FSN wins €87m in arbitration ruling against Procuritas
FSN Capital has been awarded €87m in compensation after Procuritas was found liable for fraud and wilful misconduct in relation with the Gram Equipment transaction by the international arbitral tribunal in Denmark.
The ruling against the Swedish PE firm was announced yesterday and comes nearly two years after FSN sued Procuritas.
Procuritas sold its former portfolio company Gram Equipment, a Danish ice cream equipment manufacturer, to FSN in January 2018. Shortly after the deal, Gram Equipment’s statutory auditors, EY, uncovered accounting irregularities in the company’s books and records.
According to information provided to FSN prior to the deal, Gram Equipment had seen €107.4m in revenues and €13.3m in EBITDA for 2017.
However, audited accounts in July that year revealed Gram's revenues to be €94m and the EBITDA had changed from a profit of €13.3m to a loss of €8.5m for 2017.
FSN Capital has since injected more than €23m in additional funds to safeguard continued operations and avoid bankruptcy. It also replaced the former management team.

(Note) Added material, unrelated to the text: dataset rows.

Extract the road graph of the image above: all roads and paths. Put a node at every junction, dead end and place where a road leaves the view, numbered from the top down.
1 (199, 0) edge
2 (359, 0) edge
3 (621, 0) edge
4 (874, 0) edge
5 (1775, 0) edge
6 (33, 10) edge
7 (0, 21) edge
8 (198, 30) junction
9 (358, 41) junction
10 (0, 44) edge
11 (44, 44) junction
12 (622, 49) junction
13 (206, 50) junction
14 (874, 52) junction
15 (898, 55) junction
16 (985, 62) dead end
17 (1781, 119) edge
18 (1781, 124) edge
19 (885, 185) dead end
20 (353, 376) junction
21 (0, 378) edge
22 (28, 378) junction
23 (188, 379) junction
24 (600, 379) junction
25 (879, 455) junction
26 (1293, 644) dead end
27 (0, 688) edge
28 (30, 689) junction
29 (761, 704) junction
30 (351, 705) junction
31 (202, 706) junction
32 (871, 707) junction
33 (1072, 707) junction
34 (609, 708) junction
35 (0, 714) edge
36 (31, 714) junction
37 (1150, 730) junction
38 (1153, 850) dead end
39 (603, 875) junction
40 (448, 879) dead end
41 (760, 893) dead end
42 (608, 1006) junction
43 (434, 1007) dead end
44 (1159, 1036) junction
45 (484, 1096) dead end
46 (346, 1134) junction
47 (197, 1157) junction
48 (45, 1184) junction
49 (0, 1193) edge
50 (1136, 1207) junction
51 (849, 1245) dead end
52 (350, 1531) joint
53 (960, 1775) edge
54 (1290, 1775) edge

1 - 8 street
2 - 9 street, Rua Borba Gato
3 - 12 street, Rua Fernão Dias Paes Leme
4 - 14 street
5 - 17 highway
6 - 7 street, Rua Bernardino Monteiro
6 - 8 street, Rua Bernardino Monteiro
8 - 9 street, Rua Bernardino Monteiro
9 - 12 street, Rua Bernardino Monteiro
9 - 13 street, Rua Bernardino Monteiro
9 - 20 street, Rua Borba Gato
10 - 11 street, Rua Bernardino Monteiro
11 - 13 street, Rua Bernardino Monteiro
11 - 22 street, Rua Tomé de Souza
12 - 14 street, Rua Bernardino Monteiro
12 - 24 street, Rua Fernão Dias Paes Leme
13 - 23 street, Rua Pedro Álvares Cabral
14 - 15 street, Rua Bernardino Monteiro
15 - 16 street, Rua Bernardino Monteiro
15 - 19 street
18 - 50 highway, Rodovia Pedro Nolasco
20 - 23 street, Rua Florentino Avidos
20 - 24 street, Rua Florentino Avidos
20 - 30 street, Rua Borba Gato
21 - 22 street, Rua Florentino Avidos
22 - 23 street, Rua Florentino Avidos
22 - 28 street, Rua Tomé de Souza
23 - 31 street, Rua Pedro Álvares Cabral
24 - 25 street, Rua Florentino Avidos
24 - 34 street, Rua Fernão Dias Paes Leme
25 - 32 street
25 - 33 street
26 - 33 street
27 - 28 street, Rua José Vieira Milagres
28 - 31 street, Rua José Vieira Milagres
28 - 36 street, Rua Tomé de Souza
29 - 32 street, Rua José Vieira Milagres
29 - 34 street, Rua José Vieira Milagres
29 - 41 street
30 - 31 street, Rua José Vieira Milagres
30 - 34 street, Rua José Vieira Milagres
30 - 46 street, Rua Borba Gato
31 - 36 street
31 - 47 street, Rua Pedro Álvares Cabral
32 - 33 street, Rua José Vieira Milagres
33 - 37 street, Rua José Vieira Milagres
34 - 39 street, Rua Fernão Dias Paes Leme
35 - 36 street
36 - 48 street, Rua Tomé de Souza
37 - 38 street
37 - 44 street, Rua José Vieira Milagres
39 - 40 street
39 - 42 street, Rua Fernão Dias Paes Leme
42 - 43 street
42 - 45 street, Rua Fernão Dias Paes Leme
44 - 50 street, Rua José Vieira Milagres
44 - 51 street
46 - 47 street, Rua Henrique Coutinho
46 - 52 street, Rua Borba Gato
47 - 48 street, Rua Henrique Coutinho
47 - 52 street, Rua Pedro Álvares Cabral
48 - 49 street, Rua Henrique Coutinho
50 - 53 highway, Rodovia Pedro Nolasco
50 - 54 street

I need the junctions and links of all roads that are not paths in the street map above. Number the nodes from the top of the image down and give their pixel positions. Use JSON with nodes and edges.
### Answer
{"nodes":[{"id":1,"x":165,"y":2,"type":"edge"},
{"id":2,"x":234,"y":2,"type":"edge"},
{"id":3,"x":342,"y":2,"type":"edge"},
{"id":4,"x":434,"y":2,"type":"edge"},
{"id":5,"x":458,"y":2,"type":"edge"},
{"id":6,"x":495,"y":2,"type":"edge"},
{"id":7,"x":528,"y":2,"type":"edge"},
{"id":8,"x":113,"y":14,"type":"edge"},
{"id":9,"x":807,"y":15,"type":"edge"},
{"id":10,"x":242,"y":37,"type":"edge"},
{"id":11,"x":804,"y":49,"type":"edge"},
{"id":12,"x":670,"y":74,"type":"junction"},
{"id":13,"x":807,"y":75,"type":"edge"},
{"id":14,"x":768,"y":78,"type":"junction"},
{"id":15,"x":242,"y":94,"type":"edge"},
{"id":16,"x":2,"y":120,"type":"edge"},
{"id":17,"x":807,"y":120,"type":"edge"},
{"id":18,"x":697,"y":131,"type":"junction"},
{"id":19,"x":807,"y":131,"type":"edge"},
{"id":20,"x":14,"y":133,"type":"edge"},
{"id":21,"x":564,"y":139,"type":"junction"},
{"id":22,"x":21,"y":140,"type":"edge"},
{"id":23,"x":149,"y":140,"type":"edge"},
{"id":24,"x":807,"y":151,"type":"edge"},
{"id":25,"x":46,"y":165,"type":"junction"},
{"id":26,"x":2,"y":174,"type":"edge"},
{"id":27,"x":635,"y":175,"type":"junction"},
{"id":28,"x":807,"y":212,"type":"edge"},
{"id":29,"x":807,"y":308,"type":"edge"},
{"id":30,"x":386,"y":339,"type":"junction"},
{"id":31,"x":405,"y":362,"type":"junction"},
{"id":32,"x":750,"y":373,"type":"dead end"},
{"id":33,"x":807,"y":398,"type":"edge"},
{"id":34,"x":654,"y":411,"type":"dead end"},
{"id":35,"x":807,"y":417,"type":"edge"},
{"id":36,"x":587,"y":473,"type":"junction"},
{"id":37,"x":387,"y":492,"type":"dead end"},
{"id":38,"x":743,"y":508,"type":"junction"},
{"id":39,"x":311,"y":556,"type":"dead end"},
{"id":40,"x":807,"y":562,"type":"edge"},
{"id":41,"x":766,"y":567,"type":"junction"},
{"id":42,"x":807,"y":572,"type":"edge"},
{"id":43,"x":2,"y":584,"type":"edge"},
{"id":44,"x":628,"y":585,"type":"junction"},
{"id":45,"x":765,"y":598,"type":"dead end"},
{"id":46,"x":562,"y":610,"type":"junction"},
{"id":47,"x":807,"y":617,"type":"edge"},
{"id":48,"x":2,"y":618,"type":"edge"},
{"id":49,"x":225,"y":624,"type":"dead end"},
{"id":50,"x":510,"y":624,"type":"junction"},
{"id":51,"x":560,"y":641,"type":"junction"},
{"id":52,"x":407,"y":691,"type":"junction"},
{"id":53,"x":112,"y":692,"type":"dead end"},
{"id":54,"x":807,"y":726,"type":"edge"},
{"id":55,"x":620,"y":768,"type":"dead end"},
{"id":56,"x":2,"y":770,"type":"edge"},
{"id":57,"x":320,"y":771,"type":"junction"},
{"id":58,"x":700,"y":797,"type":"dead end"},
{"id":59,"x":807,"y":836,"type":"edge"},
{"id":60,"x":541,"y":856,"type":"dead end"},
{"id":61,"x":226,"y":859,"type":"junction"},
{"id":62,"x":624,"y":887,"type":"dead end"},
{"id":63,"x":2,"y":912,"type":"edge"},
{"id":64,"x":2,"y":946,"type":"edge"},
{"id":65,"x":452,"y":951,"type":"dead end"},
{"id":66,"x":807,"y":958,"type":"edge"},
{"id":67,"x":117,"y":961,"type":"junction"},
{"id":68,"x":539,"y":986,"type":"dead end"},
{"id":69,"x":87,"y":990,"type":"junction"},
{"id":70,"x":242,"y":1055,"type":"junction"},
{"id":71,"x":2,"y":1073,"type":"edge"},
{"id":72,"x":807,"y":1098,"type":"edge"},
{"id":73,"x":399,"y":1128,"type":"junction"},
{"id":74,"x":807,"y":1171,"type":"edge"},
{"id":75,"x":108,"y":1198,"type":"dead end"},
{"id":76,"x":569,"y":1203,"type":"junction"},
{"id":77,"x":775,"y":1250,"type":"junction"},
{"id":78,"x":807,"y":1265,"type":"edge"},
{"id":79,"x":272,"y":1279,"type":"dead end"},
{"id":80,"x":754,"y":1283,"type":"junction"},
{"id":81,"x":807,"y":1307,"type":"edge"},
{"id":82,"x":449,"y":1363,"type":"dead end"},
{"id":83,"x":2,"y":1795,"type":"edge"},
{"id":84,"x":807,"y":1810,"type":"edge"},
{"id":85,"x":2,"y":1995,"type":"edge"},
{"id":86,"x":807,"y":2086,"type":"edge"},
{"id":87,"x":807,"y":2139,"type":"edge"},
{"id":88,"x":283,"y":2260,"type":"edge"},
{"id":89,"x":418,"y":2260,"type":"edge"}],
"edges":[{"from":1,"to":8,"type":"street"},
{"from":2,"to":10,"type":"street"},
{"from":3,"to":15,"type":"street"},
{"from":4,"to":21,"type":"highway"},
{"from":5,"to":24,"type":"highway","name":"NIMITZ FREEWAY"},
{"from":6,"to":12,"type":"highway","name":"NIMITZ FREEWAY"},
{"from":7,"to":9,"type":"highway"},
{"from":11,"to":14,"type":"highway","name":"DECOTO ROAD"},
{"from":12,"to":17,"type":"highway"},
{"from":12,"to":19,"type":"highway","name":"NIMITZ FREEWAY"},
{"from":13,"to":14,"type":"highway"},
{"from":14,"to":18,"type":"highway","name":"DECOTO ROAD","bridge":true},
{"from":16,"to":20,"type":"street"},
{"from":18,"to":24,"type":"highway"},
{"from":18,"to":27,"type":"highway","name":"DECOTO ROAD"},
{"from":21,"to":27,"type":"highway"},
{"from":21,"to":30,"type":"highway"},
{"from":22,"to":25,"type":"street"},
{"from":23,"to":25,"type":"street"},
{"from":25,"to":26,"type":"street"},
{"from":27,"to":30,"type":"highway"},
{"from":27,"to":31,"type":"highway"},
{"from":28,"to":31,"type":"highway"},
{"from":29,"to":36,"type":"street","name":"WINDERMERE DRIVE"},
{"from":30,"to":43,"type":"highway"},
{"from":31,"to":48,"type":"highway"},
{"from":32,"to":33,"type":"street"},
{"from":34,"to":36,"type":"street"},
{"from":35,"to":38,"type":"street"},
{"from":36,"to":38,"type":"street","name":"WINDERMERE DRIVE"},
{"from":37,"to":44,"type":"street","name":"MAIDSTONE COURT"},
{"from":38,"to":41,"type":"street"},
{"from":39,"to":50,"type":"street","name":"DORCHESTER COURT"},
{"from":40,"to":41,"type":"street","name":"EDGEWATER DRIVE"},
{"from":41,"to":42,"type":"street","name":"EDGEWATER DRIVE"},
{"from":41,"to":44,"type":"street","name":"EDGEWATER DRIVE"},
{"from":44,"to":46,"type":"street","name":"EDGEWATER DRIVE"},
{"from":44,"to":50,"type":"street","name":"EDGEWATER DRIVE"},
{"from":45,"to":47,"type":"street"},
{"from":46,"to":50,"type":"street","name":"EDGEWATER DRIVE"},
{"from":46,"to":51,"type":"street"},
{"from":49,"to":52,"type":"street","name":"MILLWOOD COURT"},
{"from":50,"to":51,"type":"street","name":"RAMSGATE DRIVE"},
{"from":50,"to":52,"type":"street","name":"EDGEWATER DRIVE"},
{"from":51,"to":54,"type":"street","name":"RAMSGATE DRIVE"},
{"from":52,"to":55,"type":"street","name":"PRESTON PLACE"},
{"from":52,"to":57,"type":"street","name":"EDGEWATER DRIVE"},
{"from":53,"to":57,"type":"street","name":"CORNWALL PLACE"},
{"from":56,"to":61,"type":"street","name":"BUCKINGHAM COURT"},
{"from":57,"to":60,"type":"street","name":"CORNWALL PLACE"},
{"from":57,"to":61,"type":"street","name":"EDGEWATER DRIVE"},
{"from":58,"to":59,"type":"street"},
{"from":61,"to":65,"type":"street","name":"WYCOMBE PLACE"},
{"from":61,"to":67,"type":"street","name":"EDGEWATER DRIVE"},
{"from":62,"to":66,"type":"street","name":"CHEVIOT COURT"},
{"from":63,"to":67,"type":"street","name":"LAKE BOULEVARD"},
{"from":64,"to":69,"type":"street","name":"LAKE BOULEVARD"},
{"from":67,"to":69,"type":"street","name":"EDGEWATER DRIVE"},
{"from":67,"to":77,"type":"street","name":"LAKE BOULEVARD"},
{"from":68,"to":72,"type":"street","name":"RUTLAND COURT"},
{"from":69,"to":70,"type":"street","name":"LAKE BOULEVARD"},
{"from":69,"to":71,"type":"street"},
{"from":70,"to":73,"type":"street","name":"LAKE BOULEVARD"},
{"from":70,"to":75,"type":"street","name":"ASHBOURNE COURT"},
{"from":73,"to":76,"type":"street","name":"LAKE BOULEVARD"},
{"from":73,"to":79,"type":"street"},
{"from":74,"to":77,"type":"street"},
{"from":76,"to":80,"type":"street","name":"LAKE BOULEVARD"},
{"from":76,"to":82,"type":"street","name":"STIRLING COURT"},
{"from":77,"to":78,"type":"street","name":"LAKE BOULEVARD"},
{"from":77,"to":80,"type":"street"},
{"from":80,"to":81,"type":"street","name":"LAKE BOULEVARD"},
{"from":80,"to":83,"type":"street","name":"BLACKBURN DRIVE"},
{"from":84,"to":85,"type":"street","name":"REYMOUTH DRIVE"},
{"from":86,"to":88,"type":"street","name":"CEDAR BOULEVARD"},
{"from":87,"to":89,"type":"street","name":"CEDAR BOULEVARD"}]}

FSN said that the €87m compensation will go towards creating additional jobs at Gram Equipment and for its further growth.
A consortium of 12 underwriters led by Liberty GTS paid €50m to FSN a year ago under a warranty and indemnity liability insurance related to the losses incurred in connection with FSN's acquisition of Gram. The payment was made to FSN Capital V, the €1bn buyout fund that provided equity for the original buyout.
FSN stated at the time that it would continue to pursue claims against the seller and former top management as the €50m insurance limit did not cover its full loss.